**INPUT DATA:**

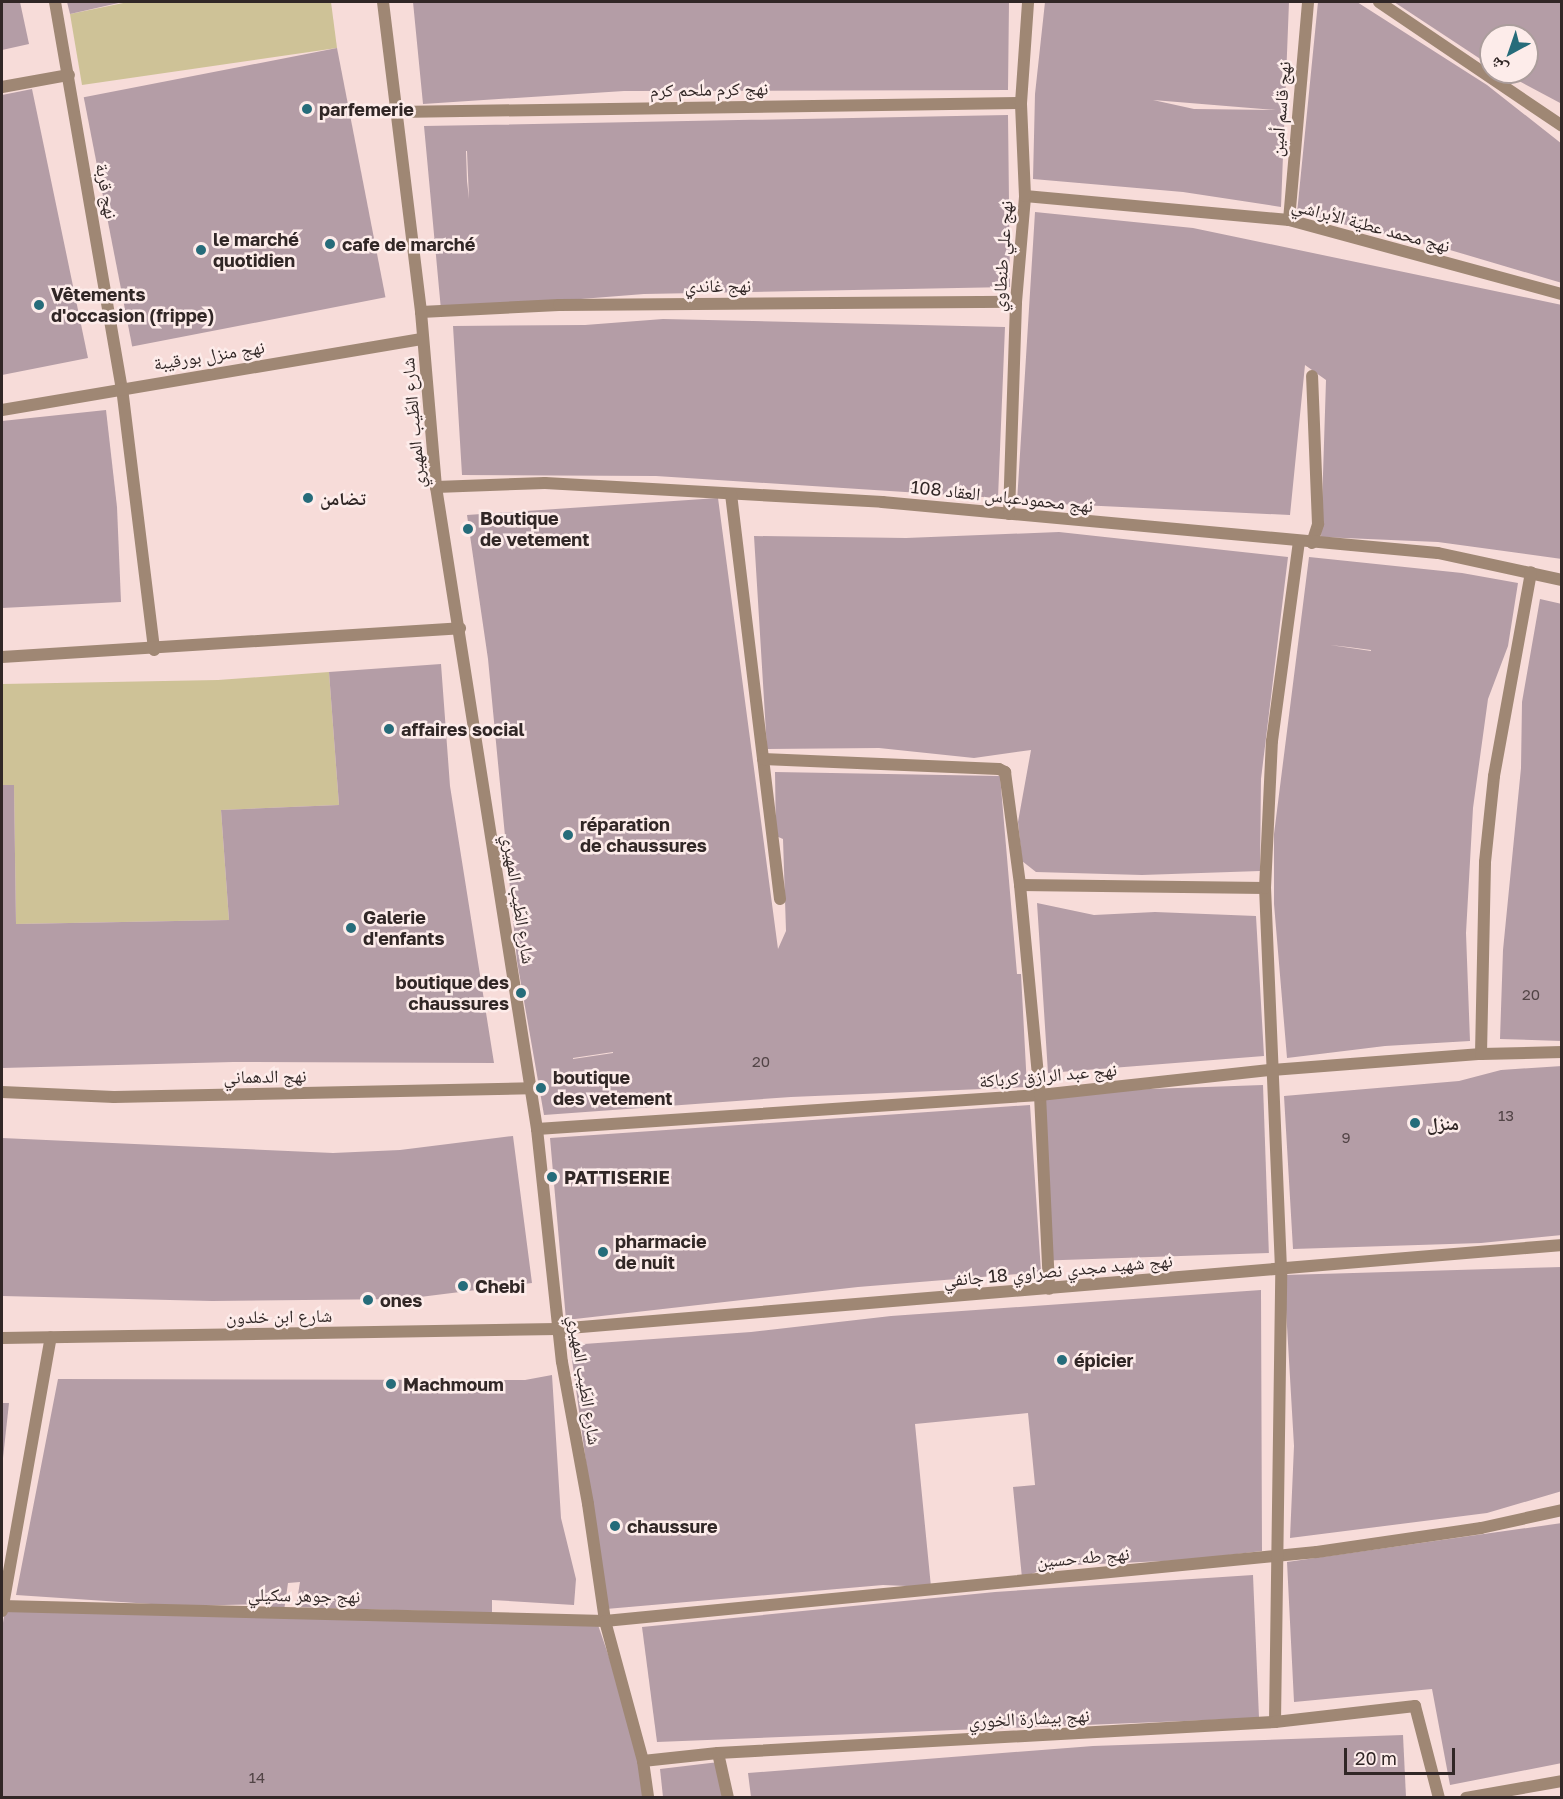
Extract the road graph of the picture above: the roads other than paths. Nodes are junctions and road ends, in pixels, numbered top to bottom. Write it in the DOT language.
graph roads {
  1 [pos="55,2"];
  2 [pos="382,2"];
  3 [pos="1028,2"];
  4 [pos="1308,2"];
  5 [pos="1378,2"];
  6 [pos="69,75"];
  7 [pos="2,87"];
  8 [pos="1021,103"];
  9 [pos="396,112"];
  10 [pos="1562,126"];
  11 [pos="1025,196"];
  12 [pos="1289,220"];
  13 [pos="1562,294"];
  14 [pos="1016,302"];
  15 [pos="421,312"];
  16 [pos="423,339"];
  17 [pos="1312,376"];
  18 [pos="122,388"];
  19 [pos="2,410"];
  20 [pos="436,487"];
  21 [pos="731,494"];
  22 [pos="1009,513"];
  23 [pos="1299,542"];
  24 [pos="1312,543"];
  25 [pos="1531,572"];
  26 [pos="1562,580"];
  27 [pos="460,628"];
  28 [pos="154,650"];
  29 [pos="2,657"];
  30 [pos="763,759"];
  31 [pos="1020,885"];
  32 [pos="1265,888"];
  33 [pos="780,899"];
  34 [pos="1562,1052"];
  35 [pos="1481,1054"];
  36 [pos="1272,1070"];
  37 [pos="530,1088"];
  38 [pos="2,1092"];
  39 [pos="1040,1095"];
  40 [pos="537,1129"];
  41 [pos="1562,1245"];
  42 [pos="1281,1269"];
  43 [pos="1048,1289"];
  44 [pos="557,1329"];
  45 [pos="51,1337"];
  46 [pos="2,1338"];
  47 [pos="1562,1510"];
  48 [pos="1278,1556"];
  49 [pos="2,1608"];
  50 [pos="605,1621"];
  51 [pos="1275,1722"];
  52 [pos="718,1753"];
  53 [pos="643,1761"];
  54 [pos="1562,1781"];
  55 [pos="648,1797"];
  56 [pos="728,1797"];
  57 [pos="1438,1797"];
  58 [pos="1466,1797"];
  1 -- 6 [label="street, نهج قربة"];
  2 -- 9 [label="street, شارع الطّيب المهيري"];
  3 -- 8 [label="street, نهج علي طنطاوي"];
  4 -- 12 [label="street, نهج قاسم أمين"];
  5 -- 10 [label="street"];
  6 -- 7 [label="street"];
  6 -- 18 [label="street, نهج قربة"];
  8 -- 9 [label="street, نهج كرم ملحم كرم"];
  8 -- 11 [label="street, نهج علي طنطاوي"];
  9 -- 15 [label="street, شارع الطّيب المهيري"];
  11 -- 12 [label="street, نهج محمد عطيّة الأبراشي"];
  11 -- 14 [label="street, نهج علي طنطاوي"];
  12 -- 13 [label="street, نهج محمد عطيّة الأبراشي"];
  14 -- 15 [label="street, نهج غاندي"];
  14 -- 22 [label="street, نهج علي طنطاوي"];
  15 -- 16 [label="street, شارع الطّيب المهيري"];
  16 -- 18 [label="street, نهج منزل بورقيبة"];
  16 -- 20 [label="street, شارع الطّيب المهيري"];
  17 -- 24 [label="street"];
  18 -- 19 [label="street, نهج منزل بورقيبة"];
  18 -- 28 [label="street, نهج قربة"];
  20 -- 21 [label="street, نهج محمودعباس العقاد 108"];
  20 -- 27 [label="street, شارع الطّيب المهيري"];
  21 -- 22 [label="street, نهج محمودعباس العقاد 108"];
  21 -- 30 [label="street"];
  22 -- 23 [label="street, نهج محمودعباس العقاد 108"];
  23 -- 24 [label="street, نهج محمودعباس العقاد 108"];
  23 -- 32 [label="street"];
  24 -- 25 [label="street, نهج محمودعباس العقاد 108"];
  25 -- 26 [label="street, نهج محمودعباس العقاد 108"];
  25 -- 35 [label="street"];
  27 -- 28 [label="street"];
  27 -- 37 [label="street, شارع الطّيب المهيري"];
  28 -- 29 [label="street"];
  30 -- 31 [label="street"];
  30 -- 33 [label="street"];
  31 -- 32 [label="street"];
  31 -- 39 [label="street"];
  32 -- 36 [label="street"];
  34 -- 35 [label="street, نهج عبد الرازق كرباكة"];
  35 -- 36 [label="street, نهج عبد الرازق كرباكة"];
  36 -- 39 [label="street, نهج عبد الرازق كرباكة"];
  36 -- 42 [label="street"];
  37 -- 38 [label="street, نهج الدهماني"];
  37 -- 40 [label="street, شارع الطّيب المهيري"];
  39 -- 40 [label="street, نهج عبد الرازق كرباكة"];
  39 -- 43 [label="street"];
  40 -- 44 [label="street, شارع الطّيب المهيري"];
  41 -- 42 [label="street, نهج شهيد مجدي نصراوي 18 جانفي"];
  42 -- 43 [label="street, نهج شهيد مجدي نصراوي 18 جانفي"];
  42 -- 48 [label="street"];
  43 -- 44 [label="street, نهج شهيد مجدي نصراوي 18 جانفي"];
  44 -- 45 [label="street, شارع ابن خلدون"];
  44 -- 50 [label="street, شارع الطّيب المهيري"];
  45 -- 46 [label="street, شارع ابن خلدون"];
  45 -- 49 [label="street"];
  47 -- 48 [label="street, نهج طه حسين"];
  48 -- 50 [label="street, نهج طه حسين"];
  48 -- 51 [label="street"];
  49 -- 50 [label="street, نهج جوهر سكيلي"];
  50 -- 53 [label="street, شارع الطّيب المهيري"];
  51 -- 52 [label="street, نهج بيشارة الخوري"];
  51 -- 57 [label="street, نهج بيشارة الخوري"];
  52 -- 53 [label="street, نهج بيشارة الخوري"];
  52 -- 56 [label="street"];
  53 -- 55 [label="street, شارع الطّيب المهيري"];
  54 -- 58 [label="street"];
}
* * *
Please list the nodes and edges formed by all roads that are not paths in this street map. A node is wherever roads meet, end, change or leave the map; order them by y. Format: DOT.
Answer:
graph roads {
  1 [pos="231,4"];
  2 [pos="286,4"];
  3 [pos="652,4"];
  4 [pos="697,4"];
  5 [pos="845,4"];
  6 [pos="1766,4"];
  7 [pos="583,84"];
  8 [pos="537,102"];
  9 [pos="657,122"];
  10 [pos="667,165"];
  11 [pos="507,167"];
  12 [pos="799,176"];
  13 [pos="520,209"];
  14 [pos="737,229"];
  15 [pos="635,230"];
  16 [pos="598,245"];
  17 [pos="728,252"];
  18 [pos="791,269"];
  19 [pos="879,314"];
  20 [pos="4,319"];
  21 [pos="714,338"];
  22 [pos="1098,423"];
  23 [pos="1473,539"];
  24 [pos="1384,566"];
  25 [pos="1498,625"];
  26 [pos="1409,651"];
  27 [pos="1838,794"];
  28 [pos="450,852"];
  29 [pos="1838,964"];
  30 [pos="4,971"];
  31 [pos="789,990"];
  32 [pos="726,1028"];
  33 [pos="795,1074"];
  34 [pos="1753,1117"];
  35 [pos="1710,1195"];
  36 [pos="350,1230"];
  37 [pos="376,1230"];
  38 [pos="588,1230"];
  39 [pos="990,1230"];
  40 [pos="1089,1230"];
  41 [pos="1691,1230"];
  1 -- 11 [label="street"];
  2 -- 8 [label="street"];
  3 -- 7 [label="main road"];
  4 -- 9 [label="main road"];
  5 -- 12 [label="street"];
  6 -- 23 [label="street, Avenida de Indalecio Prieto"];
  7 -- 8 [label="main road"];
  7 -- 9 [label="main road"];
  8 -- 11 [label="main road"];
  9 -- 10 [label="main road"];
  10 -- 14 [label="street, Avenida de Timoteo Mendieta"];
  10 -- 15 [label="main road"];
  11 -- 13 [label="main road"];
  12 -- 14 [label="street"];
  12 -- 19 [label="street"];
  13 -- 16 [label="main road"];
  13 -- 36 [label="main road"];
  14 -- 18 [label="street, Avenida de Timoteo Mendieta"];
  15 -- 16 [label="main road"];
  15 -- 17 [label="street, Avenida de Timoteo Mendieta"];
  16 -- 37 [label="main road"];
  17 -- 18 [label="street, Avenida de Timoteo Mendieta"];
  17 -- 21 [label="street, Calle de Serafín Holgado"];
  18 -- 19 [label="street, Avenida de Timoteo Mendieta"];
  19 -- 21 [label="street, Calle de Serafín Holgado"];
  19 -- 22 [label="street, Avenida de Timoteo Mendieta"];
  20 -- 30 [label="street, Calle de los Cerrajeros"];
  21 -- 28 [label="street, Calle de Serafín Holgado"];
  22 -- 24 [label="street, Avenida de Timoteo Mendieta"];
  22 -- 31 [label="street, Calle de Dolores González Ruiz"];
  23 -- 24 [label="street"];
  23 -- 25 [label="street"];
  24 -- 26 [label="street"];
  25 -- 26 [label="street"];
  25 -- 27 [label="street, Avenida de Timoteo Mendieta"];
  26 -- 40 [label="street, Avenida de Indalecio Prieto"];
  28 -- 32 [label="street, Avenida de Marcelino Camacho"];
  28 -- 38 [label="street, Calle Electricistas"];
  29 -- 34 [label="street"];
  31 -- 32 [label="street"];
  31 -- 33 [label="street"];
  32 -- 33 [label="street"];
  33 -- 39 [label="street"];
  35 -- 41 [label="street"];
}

**WHAT TO DO:**
When a line in the listing has the string "Calle" in it, return that line.

**YOUR SOLUTION:**
  17 -- 21 [label="street, Calle de Serafín Holgado"];
  19 -- 21 [label="street, Calle de Serafín Holgado"];
  20 -- 30 [label="street, Calle de los Cerrajeros"];
  21 -- 28 [label="street, Calle de Serafín Holgado"];
  22 -- 31 [label="street, Calle de Dolores González Ruiz"];
  28 -- 38 [label="street, Calle Electricistas"];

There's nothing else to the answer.